Your instructions:
From the data below, return each line in which the string "Boulevard" is found.

##### Records shown #####

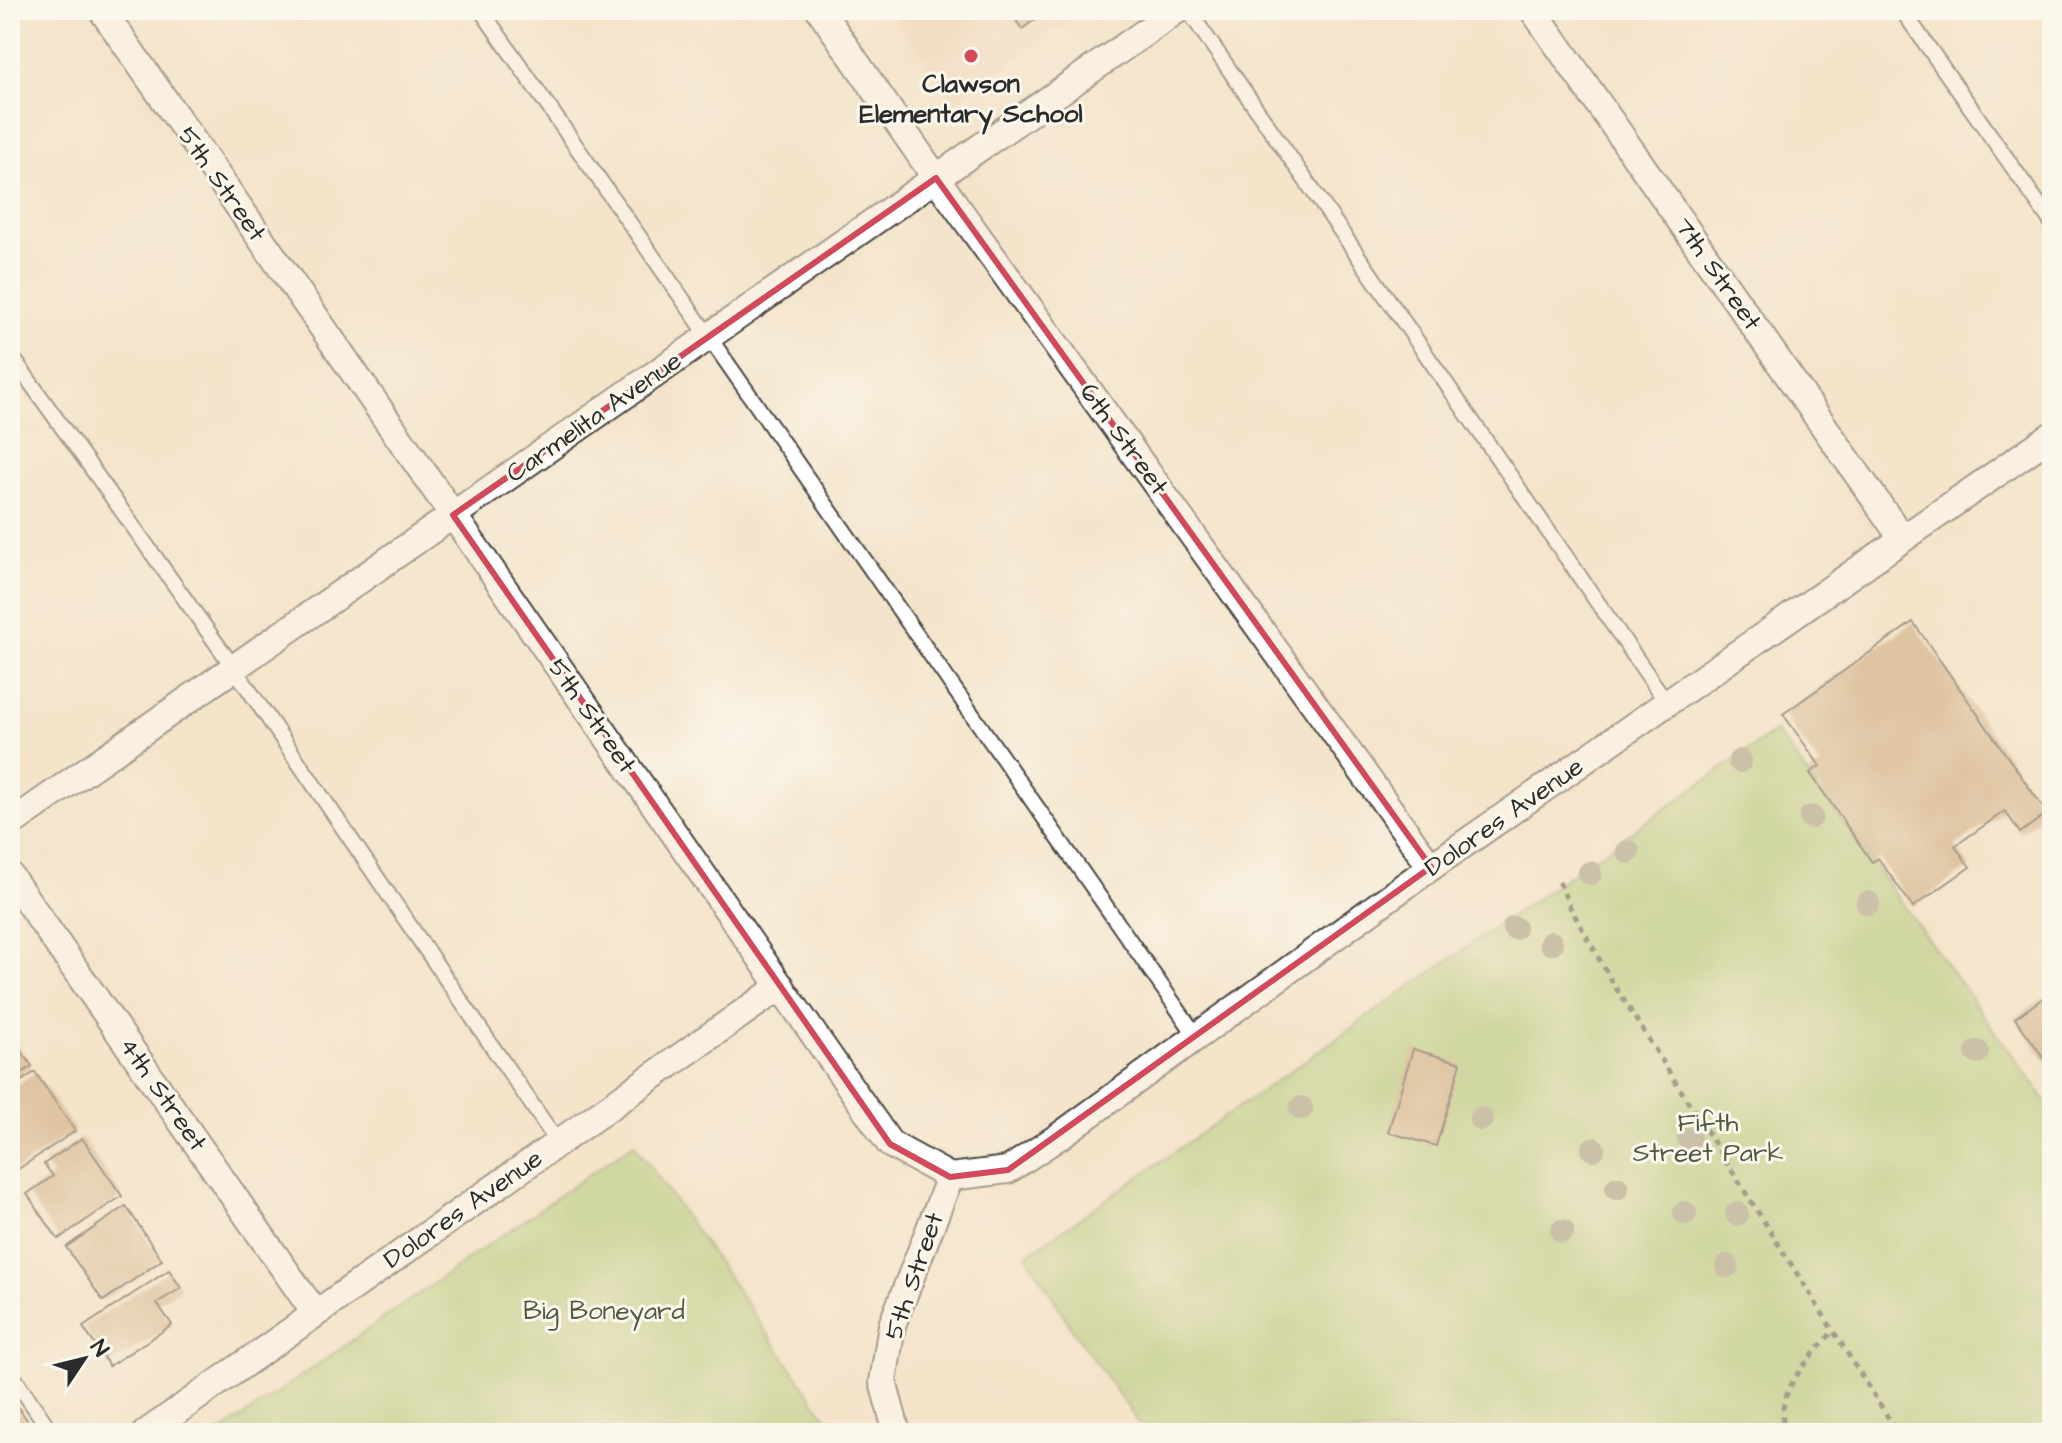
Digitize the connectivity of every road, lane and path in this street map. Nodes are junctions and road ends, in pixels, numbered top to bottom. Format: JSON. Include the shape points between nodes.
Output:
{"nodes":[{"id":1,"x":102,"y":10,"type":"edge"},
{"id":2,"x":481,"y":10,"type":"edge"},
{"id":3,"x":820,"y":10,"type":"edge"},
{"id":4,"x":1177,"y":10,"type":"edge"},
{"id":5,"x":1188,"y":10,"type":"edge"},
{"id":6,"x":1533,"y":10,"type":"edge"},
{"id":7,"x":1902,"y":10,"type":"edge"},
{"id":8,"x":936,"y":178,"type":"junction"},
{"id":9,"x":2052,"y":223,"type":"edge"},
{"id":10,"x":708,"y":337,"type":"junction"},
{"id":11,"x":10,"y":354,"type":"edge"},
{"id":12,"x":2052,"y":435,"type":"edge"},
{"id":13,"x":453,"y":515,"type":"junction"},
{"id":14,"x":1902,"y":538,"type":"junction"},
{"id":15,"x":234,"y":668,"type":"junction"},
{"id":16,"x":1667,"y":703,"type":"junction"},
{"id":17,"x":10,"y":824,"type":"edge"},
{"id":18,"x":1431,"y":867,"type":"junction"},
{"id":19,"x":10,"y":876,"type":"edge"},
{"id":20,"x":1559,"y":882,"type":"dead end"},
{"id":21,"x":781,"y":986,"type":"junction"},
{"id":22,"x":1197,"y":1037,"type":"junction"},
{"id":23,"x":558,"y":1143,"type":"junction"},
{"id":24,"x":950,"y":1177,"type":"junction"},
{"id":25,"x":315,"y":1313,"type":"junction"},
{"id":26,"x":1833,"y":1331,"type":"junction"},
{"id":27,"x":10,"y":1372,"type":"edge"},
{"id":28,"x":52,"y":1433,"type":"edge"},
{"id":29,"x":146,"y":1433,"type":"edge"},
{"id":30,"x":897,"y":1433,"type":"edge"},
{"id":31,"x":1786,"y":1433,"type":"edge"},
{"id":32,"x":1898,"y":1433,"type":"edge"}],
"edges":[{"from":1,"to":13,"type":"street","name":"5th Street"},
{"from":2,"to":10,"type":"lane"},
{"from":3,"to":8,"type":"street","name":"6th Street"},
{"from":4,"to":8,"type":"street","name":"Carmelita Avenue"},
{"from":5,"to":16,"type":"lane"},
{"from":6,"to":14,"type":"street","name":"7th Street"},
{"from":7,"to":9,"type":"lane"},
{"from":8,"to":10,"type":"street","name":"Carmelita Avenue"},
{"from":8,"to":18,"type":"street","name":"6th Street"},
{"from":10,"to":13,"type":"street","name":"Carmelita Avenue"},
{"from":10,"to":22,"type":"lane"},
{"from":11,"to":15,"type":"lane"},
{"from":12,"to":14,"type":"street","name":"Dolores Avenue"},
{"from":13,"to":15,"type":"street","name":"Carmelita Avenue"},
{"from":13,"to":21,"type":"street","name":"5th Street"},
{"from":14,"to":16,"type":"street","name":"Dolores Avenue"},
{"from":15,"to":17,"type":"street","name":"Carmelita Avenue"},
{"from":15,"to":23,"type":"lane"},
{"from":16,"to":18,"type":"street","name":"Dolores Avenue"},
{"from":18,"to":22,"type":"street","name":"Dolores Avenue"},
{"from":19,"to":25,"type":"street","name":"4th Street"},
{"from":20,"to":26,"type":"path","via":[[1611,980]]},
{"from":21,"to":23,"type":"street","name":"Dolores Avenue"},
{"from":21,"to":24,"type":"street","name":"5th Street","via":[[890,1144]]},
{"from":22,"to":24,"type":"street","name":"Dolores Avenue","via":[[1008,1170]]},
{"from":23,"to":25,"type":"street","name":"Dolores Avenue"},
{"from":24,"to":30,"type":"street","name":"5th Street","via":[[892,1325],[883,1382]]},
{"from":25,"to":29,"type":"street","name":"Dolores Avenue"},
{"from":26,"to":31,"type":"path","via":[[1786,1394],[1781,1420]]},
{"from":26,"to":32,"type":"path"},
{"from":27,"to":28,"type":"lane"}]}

#####
##### Records shown #####

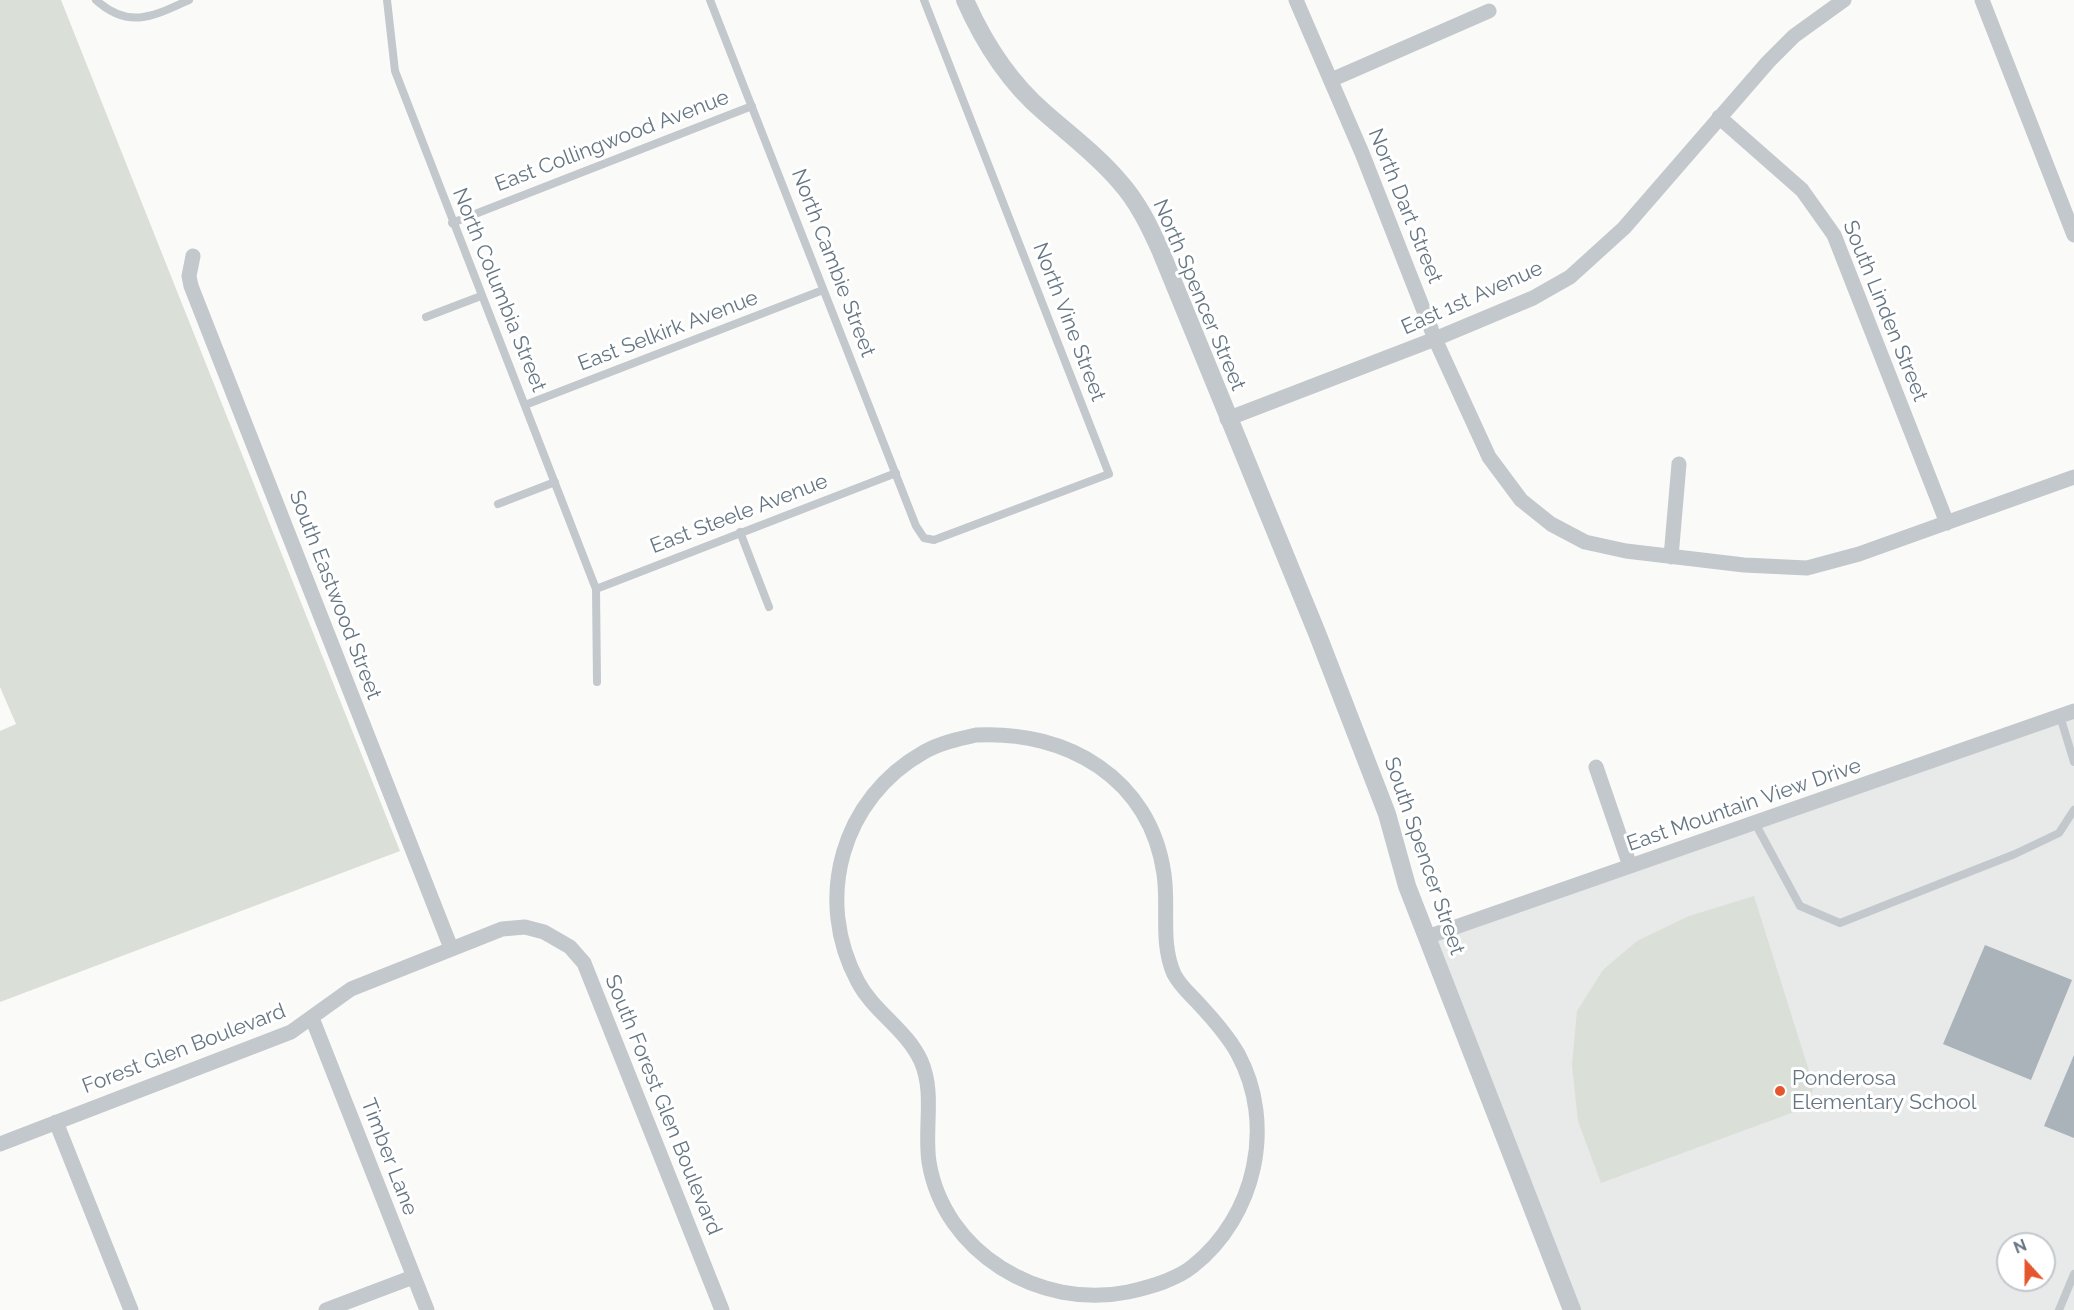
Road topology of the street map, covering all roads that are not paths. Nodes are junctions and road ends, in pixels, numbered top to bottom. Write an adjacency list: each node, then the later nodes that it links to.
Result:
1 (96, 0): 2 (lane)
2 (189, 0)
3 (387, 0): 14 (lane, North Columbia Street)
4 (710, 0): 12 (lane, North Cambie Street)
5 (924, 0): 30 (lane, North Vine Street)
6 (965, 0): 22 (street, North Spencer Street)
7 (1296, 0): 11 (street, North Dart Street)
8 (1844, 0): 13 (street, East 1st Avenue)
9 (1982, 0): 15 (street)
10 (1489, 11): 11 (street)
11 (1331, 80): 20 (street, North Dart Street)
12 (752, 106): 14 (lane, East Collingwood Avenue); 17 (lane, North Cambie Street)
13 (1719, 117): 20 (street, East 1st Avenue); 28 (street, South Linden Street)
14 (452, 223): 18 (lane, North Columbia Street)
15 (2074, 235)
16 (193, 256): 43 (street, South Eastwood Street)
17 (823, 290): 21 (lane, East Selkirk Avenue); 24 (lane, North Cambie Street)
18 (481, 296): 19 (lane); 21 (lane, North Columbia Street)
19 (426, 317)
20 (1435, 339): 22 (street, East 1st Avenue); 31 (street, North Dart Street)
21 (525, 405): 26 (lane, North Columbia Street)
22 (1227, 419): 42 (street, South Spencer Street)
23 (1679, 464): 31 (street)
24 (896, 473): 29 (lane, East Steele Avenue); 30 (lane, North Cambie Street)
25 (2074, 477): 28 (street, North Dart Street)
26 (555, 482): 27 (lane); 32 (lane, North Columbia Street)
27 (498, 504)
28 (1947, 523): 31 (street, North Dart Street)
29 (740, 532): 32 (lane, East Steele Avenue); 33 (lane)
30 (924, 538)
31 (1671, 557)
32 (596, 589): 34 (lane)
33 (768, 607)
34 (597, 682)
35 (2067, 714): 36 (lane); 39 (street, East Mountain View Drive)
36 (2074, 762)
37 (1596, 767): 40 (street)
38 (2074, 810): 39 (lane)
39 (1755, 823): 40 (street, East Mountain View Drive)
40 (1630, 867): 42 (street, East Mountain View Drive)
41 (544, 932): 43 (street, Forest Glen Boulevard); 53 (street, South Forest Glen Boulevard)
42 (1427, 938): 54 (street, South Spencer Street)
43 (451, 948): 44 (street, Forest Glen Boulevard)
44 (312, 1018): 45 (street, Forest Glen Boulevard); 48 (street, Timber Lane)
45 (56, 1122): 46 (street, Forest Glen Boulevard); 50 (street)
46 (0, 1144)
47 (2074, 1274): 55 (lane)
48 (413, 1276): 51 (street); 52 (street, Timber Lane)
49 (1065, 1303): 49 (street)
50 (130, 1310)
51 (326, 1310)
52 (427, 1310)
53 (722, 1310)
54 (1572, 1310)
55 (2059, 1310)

#####

Task result:
41 (544, 932): 43 (street, Forest Glen Boulevard); 53 (street, South Forest Glen Boulevard)
43 (451, 948): 44 (street, Forest Glen Boulevard)
44 (312, 1018): 45 (street, Forest Glen Boulevard); 48 (street, Timber Lane)
45 (56, 1122): 46 (street, Forest Glen Boulevard); 50 (street)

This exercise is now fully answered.